• [Exercise goal]
Filter the records down to the lines that hold the word "BELAKANG", and copy each of those lines.

### Records shown ###

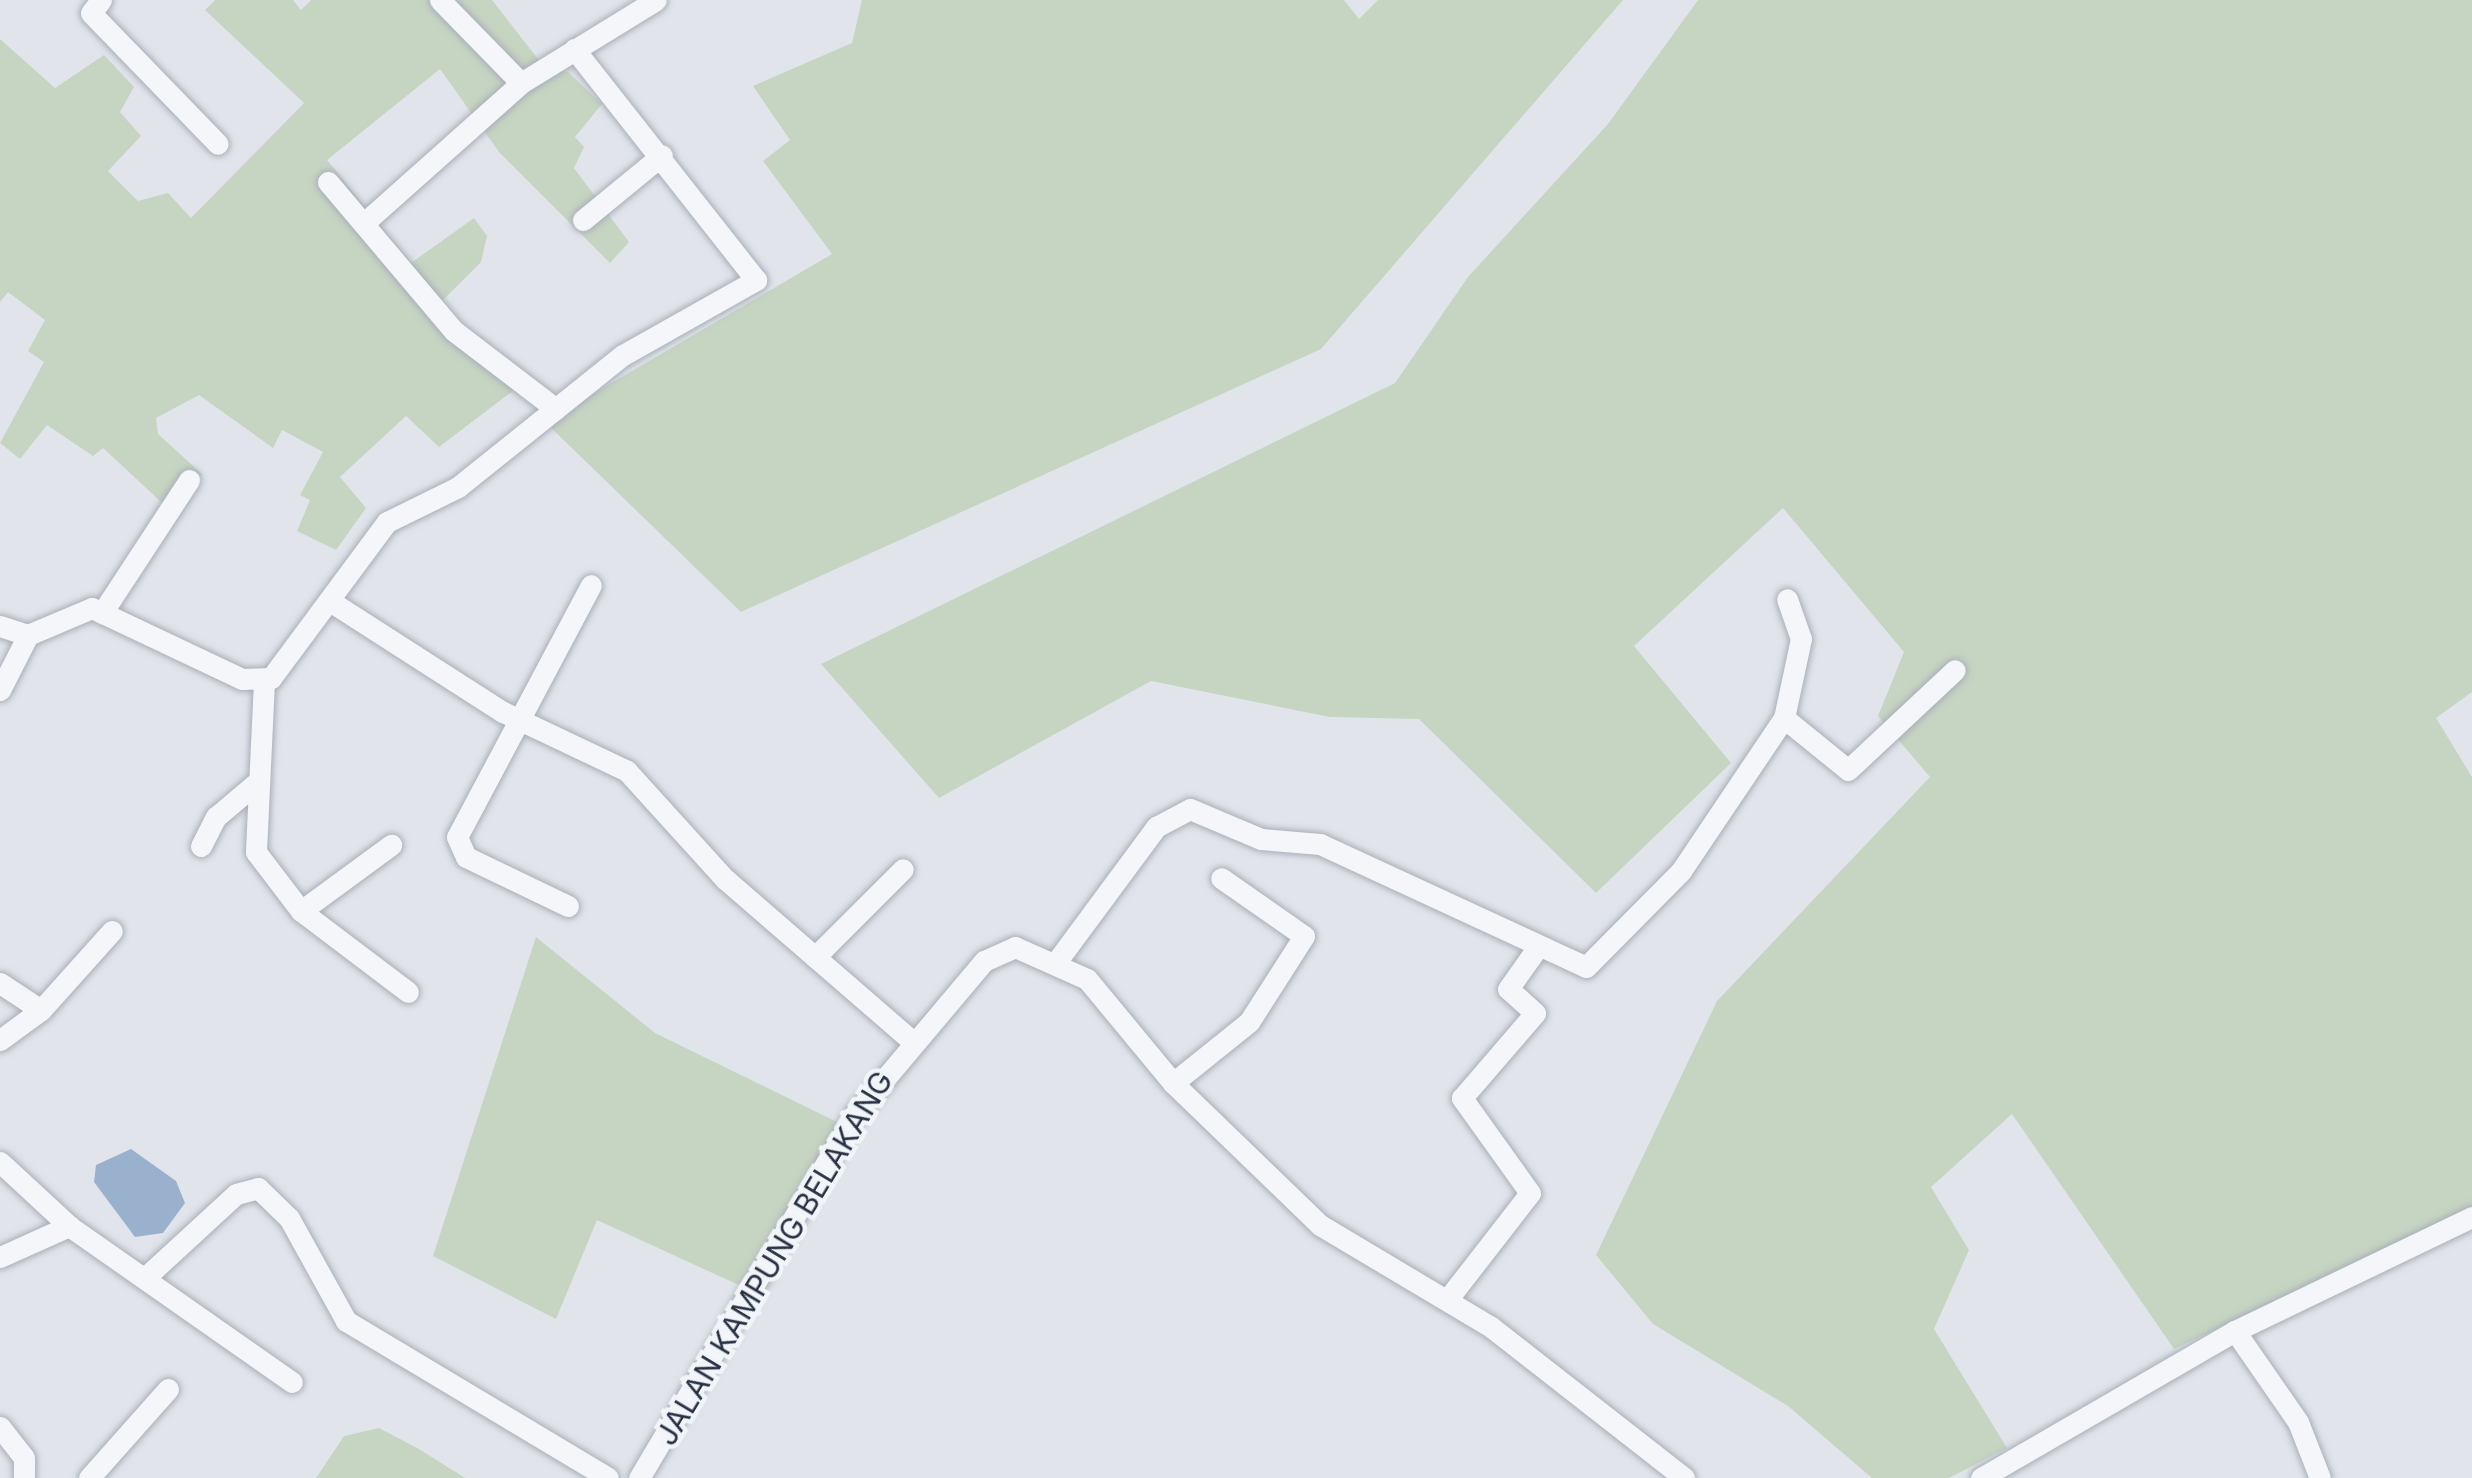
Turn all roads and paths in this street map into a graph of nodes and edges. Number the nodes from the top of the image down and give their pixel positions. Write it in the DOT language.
graph roads {
  1 [pos="101,0"];
  2 [pos="440,0"];
  3 [pos="656,0"];
  4 [pos="574,49"];
  5 [pos="521,83"];
  6 [pos="218,144"];
  7 [pos="662,155"];
  8 [pos="328,182"];
  9 [pos="583,220"];
  10 [pos="364,223"];
  11 [pos="550,414"];
  12 [pos="189,480"];
  13 [pos="591,585"];
  14 [pos="1787,599"];
  15 [pos="333,604"];
  16 [pos="102,613"];
  17 [pos="0,626"];
  18 [pos="28,634"];
  19 [pos="1955,670"];
  20 [pos="264,681"];
  21 [pos="0,690"];
  22 [pos="1784,718"];
  23 [pos="518,719"];
  24 [pos="255,784"];
  25 [pos="391,844"];
  26 [pos="201,847"];
  27 [pos="903,868"];
  28 [pos="1221,878"];
  29 [pos="568,906"];
  30 [pos="301,911"];
  31 [pos="112,932"];
  32 [pos="1535,951"];
  33 [pos="815,957"];
  34 [pos="1057,961"];
  35 [pos="0,983"];
  36 [pos="407,992"];
  37 [pos="41,1010"];
  38 [pos="910,1039"];
  39 [pos="0,1040"];
  40 [pos="1173,1084"];
  41 [pos="0,1162"];
  42 [pos="2472,1216"];
  43 [pos="69,1226"];
  44 [pos="0,1257"];
  45 [pos="149,1274"];
  46 [pos="1447,1300"];
  47 [pos="2236,1331"];
  48 [pos="292,1382"];
  49 [pos="168,1389"];
  50 [pos="0,1427"];
  51 [pos="24,1478"];
  52 [pos="89,1478"];
  53 [pos="608,1478"];
  54 [pos="639,1478"];
  55 [pos="1684,1478"];
  56 [pos="1981,1478"];
  57 [pos="2320,1478"];
  1 -- 6 [label="street"];
  2 -- 5 [label="street"];
  3 -- 4 [label="street"];
  4 -- 5 [label="street"];
  4 -- 7 [label="street"];
  5 -- 10 [label="street"];
  7 -- 9 [label="street"];
  7 -- 11 [label="street"];
  8 -- 10 [label="street"];
  10 -- 11 [label="street"];
  11 -- 15 [label="street"];
  12 -- 16 [label="street"];
  13 -- 23 [label="street"];
  14 -- 22 [label="street"];
  15 -- 20 [label="street"];
  15 -- 23 [label="street, JALAN KAMPUNG BELAKANG"];
  16 -- 18 [label="street"];
  16 -- 20 [label="street"];
  17 -- 18 [label="street"];
  18 -- 21 [label="street"];
  19 -- 22 [label="street"];
  20 -- 24 [label="street"];
  22 -- 32 [label="street"];
  23 -- 29 [label="street"];
  23 -- 33 [label="street, JALAN KAMPUNG BELAKANG"];
  24 -- 26 [label="street"];
  24 -- 30 [label="street"];
  25 -- 30 [label="street"];
  27 -- 33 [label="street"];
  28 -- 40 [label="street"];
  30 -- 36 [label="street"];
  31 -- 37 [label="street"];
  32 -- 34 [label="street"];
  32 -- 46 [label="street"];
  33 -- 38 [label="street, JALAN KAMPUNG BELAKANG"];
  34 -- 38 [label="street, JALAN KAMPUNG BELAKANG"];
  34 -- 40 [label="street"];
  35 -- 37 [label="street"];
  37 -- 39 [label="street"];
  38 -- 54 [label="street, JALAN KAMPUNG BELAKANG"];
  40 -- 46 [label="street"];
  41 -- 43 [label="street"];
  42 -- 47 [label="street"];
  43 -- 44 [label="street"];
  43 -- 45 [label="street"];
  45 -- 48 [label="street"];
  45 -- 53 [label="street"];
  46 -- 55 [label="street"];
  47 -- 56 [label="street"];
  47 -- 57 [label="street"];
  49 -- 52 [label="street"];
  50 -- 51 [label="street"];
}
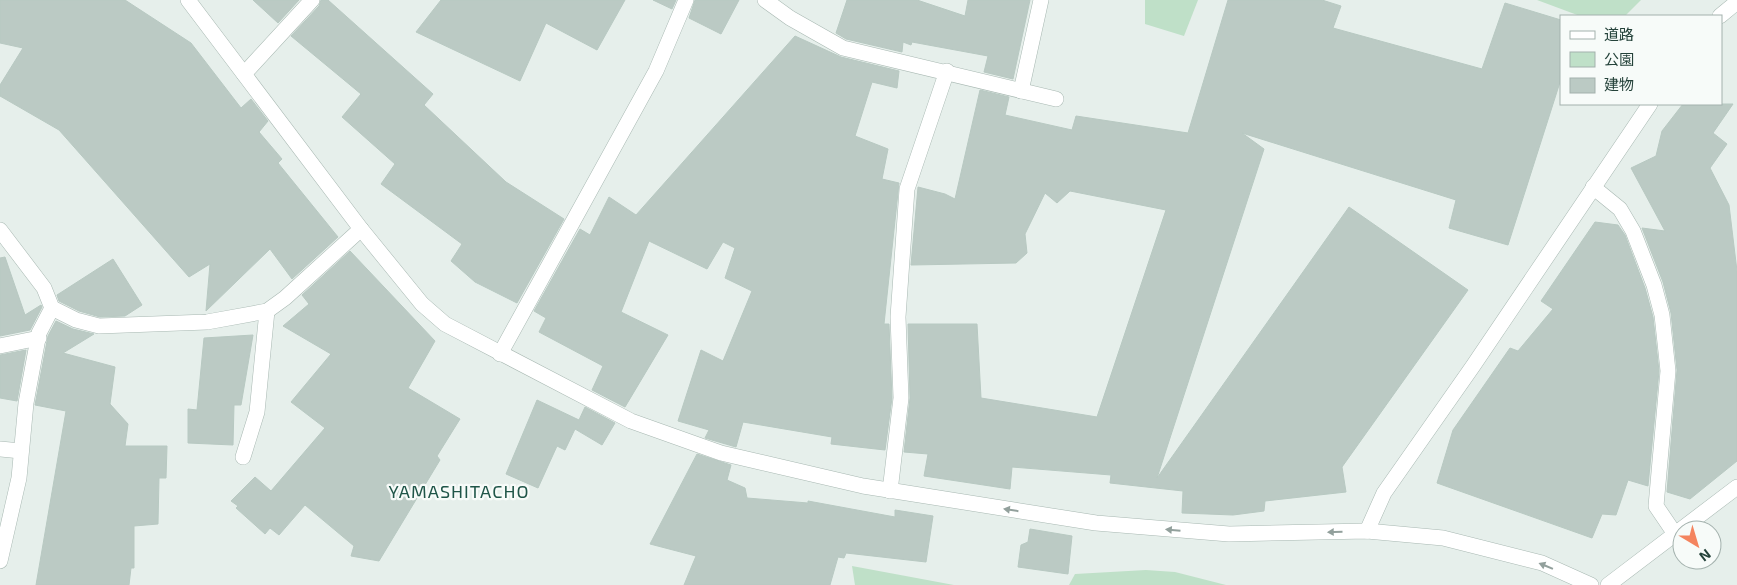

###

• [Response area]
  15 -- 23 [label="street, JALAN KAMPUNG BELAKANG"];
  23 -- 33 [label="street, JALAN KAMPUNG BELAKANG"];
  33 -- 38 [label="street, JALAN KAMPUNG BELAKANG"];
  34 -- 38 [label="street, JALAN KAMPUNG BELAKANG"];
  38 -- 54 [label="street, JALAN KAMPUNG BELAKANG"];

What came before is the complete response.